Stop and Frisk in NYC
The trial in the main case challenging the New York Police Department’s stop-and-frisk practices, Floyd v. City of New York, began this week, and yesterday whisteblowing cop Adhyl Polanco testified about the quotas that encourage officers to stop people without the “reasonable suspicion” the Supreme Court has said the Fourth Amendment requires. Polanco, whose recordings of police roll calls caused a splash when excerpts from them were first aired by WABC-TV in 2010, said cops feel strong pressure from superiors and union representatives to issue at least 20 summonses and make at least one arrest a month. “I spoke to the C.O. [commanding officer] for about an hour and a half,” says a Patrolmen’s Benevolent Association delegate in a recording that Polanco made during a 2009 roll call in the Bronx. “Twenty and one.
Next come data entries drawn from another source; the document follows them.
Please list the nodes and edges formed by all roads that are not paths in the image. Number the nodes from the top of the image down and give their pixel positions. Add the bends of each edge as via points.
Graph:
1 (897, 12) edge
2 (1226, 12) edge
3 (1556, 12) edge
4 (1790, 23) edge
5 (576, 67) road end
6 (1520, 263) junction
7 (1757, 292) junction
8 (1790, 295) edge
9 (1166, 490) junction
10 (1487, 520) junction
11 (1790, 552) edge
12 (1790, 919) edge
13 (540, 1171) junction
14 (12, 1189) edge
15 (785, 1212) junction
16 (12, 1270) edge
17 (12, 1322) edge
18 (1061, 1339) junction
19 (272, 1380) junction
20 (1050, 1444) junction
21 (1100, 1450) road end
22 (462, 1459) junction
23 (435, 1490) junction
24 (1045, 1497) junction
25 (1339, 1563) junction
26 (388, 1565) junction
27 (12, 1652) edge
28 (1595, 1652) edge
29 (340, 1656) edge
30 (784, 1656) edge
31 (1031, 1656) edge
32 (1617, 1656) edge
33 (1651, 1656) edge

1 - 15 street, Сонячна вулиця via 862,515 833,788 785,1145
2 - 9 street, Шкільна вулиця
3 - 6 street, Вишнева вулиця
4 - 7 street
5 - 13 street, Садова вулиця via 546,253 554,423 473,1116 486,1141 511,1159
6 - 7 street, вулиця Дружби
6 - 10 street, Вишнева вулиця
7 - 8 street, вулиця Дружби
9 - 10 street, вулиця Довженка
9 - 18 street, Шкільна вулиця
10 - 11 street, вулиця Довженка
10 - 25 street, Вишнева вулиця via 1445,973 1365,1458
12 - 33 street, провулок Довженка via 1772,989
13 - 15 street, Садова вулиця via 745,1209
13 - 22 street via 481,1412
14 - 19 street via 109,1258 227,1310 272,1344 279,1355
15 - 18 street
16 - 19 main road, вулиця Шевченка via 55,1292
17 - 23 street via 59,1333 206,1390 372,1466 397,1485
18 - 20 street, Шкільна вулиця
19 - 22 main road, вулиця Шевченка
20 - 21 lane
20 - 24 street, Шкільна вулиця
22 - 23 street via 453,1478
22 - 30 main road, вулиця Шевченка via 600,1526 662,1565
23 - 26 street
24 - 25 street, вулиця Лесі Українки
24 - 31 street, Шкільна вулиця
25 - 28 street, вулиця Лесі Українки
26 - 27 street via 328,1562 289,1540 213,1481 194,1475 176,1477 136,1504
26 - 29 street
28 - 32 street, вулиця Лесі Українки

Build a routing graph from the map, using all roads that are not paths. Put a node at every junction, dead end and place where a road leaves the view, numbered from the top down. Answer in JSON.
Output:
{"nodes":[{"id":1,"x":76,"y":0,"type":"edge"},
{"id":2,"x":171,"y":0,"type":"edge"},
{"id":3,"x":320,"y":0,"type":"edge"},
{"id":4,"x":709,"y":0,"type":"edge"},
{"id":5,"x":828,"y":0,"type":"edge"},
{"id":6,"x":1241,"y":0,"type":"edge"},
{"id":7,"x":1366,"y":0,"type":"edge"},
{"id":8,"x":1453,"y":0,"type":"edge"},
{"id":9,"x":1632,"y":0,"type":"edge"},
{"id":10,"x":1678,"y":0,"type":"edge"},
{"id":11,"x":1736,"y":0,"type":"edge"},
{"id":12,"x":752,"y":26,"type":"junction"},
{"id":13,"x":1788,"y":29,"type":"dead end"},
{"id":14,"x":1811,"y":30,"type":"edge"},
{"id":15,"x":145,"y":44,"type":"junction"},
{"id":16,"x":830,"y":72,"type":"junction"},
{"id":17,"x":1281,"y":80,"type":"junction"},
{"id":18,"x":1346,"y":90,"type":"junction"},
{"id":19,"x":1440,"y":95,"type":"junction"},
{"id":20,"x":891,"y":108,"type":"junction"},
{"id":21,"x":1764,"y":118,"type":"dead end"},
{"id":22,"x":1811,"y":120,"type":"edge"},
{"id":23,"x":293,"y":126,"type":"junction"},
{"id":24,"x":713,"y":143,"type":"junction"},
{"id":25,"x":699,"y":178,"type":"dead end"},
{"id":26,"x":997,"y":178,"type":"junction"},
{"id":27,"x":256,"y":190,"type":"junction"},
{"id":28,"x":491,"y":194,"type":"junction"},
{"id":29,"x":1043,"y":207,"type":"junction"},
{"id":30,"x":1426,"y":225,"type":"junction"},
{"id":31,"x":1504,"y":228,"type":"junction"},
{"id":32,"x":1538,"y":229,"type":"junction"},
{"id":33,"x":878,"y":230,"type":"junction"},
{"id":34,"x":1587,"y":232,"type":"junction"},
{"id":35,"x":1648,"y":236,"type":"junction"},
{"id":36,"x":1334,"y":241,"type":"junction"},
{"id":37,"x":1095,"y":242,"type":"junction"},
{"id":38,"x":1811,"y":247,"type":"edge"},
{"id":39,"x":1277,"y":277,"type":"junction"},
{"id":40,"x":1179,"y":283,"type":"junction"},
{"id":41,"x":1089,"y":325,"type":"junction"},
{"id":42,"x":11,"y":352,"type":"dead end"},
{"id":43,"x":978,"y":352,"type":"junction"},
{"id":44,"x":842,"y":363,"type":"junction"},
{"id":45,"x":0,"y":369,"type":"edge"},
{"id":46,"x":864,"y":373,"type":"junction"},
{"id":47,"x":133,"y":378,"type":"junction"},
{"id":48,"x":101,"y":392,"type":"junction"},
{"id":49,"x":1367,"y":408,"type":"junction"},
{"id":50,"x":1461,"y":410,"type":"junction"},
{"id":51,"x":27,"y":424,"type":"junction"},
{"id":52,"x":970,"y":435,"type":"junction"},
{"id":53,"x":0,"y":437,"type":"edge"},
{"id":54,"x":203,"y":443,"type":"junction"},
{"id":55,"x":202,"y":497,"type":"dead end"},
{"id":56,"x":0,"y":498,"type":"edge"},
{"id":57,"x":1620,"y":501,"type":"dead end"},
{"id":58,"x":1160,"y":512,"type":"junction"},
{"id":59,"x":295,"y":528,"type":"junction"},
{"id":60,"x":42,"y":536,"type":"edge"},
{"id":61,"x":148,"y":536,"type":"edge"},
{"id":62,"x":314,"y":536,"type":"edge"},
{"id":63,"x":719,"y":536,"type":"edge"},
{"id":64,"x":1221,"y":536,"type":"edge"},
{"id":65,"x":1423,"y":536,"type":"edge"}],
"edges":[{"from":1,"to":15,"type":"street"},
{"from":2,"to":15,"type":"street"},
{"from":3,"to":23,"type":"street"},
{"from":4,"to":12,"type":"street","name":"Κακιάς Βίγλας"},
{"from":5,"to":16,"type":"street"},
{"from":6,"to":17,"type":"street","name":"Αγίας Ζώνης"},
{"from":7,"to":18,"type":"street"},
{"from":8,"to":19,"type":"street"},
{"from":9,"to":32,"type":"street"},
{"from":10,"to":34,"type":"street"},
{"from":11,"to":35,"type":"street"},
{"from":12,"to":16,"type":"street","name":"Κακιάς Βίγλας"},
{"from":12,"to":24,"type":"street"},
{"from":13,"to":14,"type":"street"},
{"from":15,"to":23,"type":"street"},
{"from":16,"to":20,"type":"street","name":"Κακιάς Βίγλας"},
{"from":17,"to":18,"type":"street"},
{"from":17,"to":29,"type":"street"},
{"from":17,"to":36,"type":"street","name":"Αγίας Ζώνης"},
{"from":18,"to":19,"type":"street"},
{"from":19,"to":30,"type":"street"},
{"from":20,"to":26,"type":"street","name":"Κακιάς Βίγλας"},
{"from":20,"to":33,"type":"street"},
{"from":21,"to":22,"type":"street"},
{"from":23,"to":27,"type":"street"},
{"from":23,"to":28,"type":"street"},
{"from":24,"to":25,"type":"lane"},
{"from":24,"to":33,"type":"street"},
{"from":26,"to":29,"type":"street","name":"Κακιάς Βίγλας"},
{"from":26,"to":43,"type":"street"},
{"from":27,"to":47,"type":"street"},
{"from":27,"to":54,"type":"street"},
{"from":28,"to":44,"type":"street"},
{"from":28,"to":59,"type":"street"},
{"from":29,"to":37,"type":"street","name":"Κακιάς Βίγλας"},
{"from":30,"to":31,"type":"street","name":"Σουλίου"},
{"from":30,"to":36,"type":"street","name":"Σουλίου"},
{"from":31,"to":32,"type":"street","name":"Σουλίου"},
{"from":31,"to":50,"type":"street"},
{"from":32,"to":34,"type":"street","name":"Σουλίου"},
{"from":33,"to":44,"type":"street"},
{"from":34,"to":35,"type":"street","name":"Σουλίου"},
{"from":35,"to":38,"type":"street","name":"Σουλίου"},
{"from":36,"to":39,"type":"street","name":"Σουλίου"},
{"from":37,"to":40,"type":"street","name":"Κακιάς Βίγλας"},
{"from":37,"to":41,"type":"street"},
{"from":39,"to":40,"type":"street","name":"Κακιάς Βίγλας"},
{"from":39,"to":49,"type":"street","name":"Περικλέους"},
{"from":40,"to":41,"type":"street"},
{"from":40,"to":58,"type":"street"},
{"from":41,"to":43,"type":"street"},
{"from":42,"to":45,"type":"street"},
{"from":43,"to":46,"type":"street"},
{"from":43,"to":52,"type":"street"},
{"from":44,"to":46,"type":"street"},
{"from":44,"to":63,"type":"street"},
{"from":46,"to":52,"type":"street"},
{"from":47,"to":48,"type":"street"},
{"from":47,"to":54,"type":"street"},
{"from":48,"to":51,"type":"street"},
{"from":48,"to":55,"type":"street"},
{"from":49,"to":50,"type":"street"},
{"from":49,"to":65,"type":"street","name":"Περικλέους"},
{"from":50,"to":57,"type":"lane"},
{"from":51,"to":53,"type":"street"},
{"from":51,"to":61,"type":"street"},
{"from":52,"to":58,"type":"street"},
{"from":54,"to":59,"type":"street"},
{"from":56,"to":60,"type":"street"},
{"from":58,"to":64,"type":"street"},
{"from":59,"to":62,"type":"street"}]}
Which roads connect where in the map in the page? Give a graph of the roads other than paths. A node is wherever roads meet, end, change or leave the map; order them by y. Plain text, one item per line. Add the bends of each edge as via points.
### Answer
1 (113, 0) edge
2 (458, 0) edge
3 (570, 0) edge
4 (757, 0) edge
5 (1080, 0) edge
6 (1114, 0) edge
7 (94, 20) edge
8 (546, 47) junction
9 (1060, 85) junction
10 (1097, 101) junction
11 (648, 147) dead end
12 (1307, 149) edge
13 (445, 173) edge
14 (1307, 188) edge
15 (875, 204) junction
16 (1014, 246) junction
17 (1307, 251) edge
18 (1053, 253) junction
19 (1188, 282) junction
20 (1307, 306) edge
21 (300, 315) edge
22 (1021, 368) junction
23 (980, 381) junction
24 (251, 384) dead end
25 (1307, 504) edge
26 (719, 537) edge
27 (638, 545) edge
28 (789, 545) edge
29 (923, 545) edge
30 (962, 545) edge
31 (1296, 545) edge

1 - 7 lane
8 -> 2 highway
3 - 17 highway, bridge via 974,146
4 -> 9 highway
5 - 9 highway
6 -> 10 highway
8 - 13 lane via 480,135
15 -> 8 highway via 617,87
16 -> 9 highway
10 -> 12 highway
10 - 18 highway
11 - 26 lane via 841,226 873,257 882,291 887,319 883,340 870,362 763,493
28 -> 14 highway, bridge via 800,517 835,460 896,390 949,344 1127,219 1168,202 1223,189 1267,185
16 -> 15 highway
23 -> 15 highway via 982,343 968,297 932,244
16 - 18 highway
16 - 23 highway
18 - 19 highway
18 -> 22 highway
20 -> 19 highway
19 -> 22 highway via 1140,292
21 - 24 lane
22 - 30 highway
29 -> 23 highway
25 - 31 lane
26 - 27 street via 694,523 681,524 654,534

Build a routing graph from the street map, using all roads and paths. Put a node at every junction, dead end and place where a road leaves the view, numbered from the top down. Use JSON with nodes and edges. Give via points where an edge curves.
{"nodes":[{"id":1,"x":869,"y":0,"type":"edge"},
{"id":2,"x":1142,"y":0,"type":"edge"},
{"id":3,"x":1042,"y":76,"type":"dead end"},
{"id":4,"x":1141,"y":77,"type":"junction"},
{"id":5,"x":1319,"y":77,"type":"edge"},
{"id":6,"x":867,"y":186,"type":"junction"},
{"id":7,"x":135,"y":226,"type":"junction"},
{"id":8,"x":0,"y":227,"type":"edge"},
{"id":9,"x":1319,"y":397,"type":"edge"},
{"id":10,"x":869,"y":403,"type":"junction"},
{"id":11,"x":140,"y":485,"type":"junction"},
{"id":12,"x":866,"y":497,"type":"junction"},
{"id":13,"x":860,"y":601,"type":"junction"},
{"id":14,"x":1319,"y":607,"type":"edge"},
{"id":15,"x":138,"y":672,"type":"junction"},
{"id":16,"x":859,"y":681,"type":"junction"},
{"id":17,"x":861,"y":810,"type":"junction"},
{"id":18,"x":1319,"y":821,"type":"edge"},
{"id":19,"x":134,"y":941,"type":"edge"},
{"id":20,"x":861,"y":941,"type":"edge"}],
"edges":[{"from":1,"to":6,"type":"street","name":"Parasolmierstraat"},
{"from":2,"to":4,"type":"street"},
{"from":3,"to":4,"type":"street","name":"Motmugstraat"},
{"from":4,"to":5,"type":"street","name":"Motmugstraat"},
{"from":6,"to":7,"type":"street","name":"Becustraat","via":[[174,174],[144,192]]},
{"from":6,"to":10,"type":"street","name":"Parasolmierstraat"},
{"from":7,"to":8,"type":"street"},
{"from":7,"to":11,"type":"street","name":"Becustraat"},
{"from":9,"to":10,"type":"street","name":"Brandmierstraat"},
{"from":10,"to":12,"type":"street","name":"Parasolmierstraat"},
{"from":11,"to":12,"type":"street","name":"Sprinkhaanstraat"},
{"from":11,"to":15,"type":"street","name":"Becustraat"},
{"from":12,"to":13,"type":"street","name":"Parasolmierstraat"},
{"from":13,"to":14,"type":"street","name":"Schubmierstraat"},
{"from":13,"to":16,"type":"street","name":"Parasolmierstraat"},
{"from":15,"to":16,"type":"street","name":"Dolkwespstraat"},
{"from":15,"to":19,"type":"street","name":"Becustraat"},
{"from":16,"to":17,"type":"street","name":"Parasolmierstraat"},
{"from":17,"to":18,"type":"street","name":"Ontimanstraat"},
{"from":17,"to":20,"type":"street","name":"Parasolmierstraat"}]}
Twenty and one is what the union is backing up….They spoke to the [PBA] trustees. And that’s what they want. They want 20 and one.” That requirement, Polanco explained in court, was “non-negotiable,” meaning “you’re gonna do it, or you’re gonna become a Pizza Hut delivery man.”
New York Cop Explains How Quotas Encourage Unconstitutional Stops
Police Officer Pedro Serrano recorded his commanding officer in a Bronx precinct just last month bringing a racial component into his orders to perform more stop and frisks, according to testimony and audio played in day four of the landmark challenge to one of the NYPD’s signature strategies.
Meanwhile, recordings made by a second police officer, Adrian Schoolcraft, in the 81st Precinct in Bed-Stuy and first obtained by the Village Voice echoed inside the courtroom three years after they were made.
The remarkable exchange captured in February, 2013 by Serrano goes to the heart of plaintiff’s contention in Floyd v. City of New York that the vast rise in stop and frisks were racially biased. The city has countered that the number of stops correspond to crime trends.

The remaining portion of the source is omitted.